From the day he announced his run for the leadership of the Progressive Conservative Party of Manitoba, Brian Pallister was getting the same advice from pundits and pals alike.
Don't let the NDP define you.
Don't let the NDP define you.
Don't worry, he said. I'll fight back. I won't give them a chance. I'll define myself.
And for a brief, shining moment we stood and applauded Brian Pallister for doing just that. He fought back. Aggressively. He showed more backbone than his two predecessors combined.
And he won. Maybe. Maybe, because it was a pyrrhic victory. He's been defined. Stick a fork in him. He's done. And, if it could be worse, he gave them everything they needed to do it.

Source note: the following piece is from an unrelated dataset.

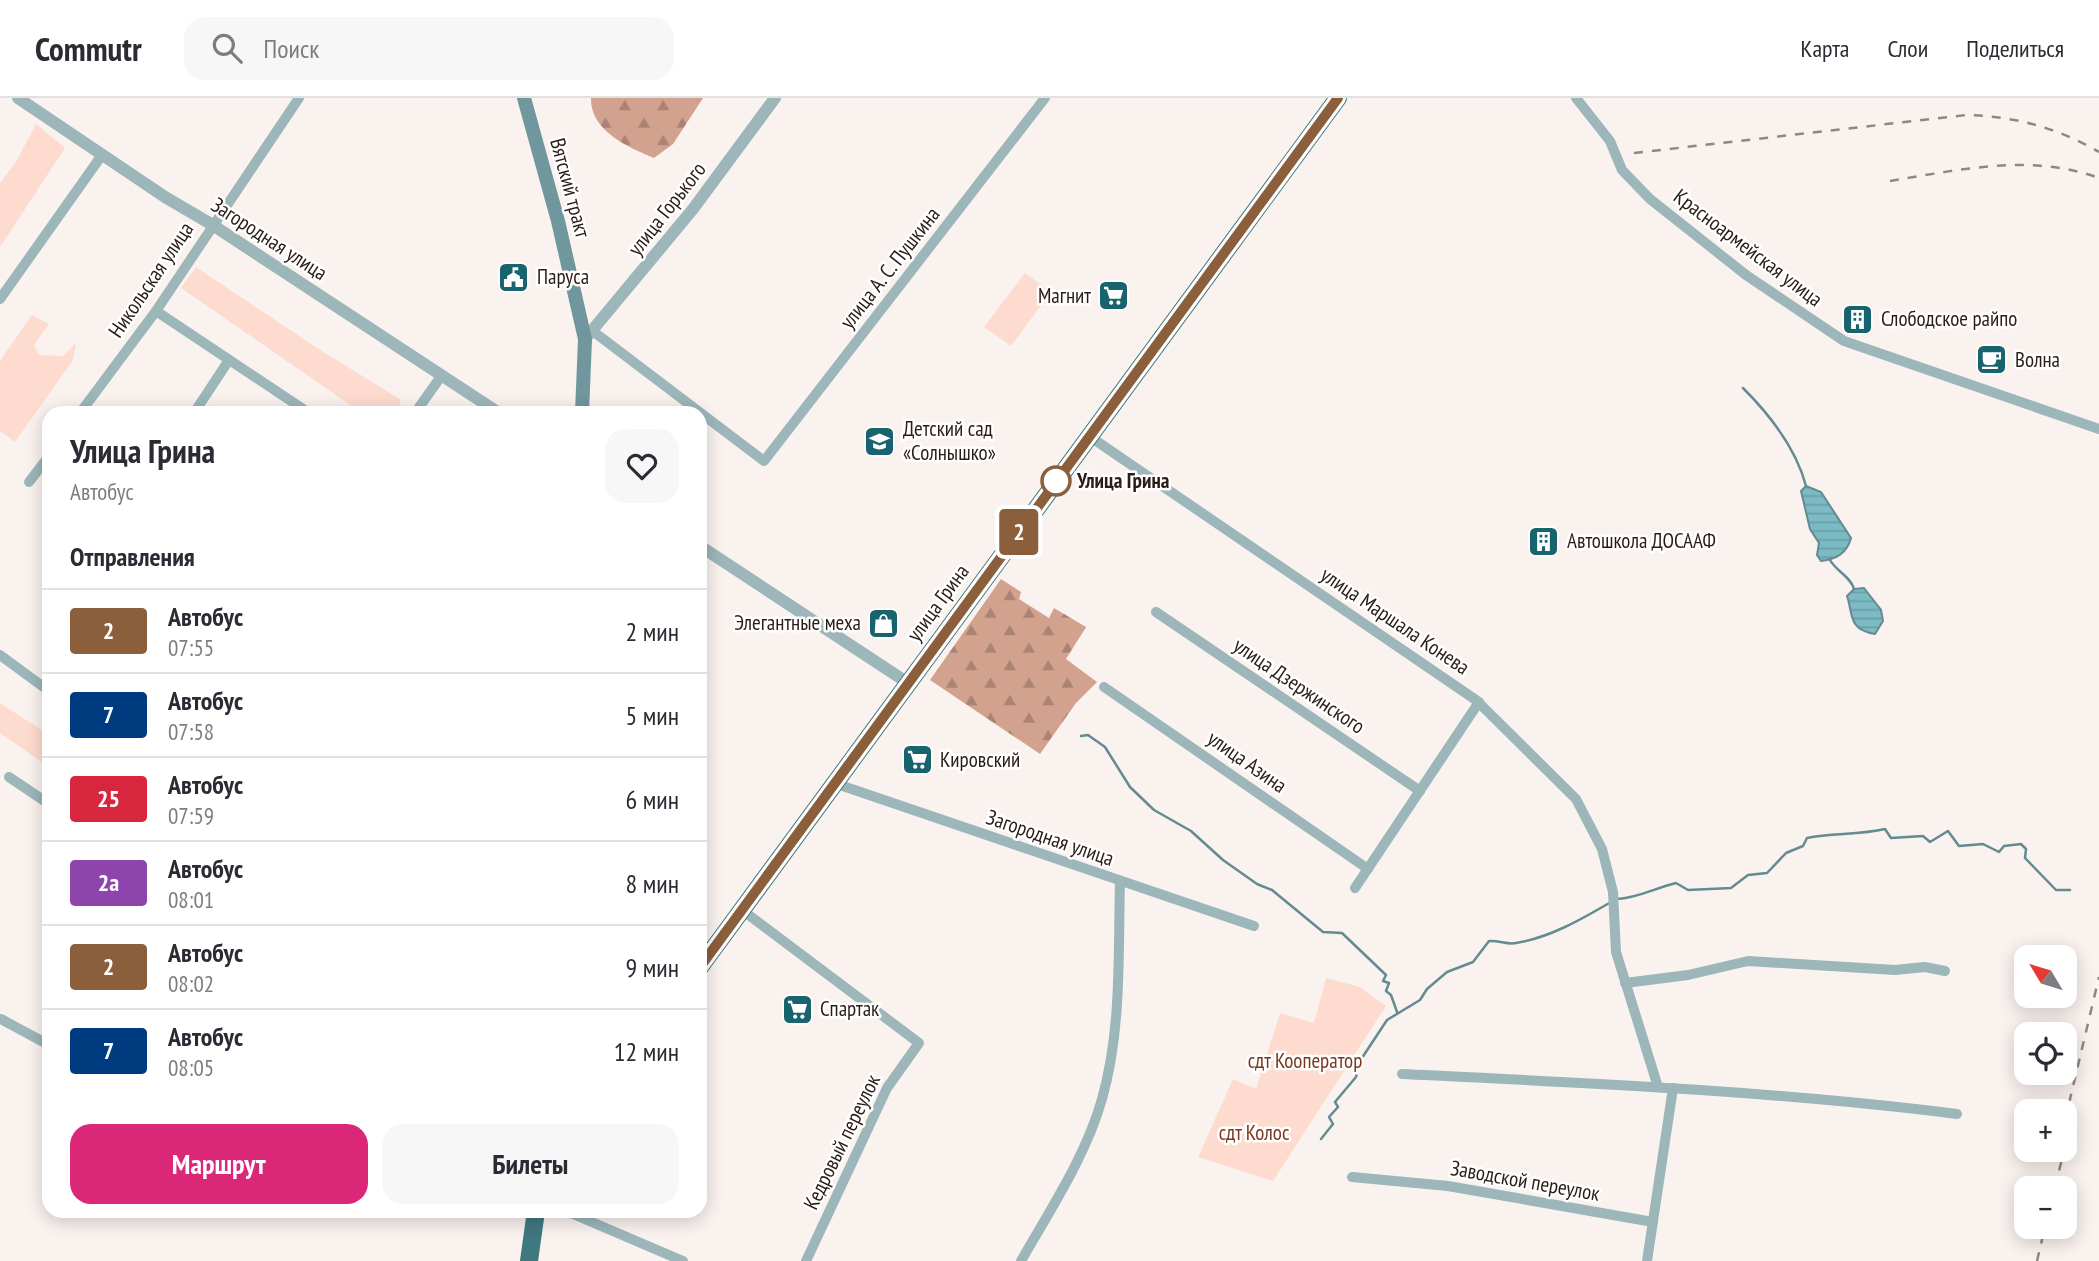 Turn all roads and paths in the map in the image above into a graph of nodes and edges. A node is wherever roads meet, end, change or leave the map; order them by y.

We all know by now that Pallister just bought a mansion on Wellington Crescent for $2 million. When the story broke last week, he stood his ground. The house was a product of his success in business and in life, he said. He worked hard for his wealth and he was enjoying it. He refused to be contrite.
The only criticism of Pallister that the Winnipeg Free Press could garner was from Shannon Sampert, a left-wing associate professor from the University of Winnipeg whose area of specialization is women's and gender studies.
If public reaction was any gauge, Pallister won his point. Work hard, make as much money as you can and spend it on what you want, was the presiding sentiment. Who could argue against that, except hardcore socialists who applaud mediocrity because its "fair".
Hell, Pallister even got a deal on his place at $2 million. 761 Wellington Crescent was listed for $3.5 million in 2008 and $2.4 million as late as October, 2012.
But even if Pallister won the intellectual argument, he lost the Battle of Definition.
Emotion always trumps intellect. Even if people can't present a cogent argument as to why Pallister shouldn't buy a $2 million house, they know it doesn't sit well with them. They know intuitively that someone that rich doesn't understand their hardscrabble lives.
Pallister tried to address that in a news conference on Monday at which he laid out how he grew up poor and made himself rich. His life sounded straight out of a Dickens novel. The only thing he left out was walking two miles barefoot in the snow to school and eating dirt sandwiches for lunch. And that's the problem -- for him. His story was right out of the long gone past. It resonated only with people as old as he or older.
People understand wealth even if they don't experience it; they don't understand living in a house without an indoor toilet or a T.V. That's what Pallister can't grasp. So he's been defined as rich and out of touch.
The day of his news conference was the day hearings started into Manitoba Hydro rate hikes. As people complained they wouldn't be able to pay if Hydro keeps hiking rates by almost 4 percent a year for 19 years, Pallister was joking about paying $32,000 in property taxes on his mansion and fishing for sympathy.
When he ran in a byelection this summer to get a seat in the Legislature, he refused to tell people where he lived, saying it was a matter of security. Suddenly he was holding a news conference to brag about buying a house described in the real estate ads as:
"Incredible 1.7-acre river lot. Immaculate landscaping featuring patios, ponds, river rock dry creek, sport court. Over 9,000 sq.ft. living area. Restored to perfection."
Pallister should have known what to expect once he took possession of his Tara. If he had bought a multi-million-dollar home before running for the job of leader of the P.C. Party, where he lived wouldn't be an issue (except during the byelection). But buying it now is like rubbing peoples' faces into it. I'm rich, I'm living the good life and I'll help you little people if you elect me.
Define us aghast at that lack of judgement.
And just for the record....how much does Shannon Sampert make? According to a 2011 story in The Uniter, the University of Winnipeg student newspaper, Statistics Canada put the average salaries in 2008-2009 of full-time professors, associate professors and assistant professors at the U of W at $81,576.
That was the year a faculty strike was averted when a new contract was signed which, the Uniter reported, "includes an assurance that faculty at the U of W will earn similar salary scales to other Manitoba universities by October 2012."
"According to 2009-10 figures, the average salary of full professors, associate professors and assistant professors at the University of Manitoba was $113,443 a year."